■ **Problem requirements**: Every line of the records below that holds the word "Plaisir" should be copied out.

[Collected data entries]
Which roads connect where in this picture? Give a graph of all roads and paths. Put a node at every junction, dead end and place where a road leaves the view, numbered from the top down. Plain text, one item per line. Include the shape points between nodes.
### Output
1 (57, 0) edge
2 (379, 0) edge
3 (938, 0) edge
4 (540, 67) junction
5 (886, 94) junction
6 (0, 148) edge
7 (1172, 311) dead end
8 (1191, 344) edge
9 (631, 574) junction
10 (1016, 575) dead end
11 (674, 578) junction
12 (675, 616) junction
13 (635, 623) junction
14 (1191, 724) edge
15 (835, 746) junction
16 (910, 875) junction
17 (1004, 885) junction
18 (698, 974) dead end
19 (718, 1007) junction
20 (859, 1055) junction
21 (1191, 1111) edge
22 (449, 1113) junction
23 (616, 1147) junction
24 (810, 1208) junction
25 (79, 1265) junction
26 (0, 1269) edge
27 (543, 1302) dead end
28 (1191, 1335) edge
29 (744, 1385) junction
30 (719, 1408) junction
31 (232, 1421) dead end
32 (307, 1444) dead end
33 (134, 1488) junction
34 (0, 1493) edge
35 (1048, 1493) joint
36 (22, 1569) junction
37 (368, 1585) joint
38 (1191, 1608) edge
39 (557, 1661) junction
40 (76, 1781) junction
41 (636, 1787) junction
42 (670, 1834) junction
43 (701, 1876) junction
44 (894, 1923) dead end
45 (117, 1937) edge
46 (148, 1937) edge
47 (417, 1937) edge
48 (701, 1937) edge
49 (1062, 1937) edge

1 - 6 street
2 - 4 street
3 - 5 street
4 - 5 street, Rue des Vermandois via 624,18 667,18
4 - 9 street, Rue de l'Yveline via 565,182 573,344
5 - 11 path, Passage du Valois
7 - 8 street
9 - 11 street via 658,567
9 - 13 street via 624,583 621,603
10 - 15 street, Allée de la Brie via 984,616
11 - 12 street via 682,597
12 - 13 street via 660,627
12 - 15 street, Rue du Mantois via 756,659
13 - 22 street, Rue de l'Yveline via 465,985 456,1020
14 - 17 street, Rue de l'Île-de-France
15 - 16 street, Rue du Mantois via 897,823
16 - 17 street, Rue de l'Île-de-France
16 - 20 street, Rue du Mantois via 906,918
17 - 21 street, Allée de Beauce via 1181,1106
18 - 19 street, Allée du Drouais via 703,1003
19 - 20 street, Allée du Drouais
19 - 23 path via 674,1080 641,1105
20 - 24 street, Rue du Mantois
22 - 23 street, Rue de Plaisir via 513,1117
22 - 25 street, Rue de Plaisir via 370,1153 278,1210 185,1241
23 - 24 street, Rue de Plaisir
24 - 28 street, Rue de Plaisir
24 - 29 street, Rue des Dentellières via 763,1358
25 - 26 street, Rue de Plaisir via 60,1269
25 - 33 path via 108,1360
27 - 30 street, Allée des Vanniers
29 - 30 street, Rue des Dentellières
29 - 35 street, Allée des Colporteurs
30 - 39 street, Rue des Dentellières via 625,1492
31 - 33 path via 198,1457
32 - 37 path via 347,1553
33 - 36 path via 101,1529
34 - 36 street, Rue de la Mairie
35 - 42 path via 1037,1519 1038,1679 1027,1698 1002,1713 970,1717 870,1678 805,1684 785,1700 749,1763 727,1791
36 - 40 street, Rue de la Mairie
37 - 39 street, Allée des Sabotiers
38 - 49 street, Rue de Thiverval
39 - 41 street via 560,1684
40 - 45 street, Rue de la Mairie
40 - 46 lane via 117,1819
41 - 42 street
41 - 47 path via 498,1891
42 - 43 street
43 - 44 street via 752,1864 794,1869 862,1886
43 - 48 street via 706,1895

■ **Response for this exercise**:
22 - 23 street, Rue de Plaisir via 513,1117
22 - 25 street, Rue de Plaisir via 370,1153 278,1210 185,1241
23 - 24 street, Rue de Plaisir
24 - 28 street, Rue de Plaisir
25 - 26 street, Rue de Plaisir via 60,1269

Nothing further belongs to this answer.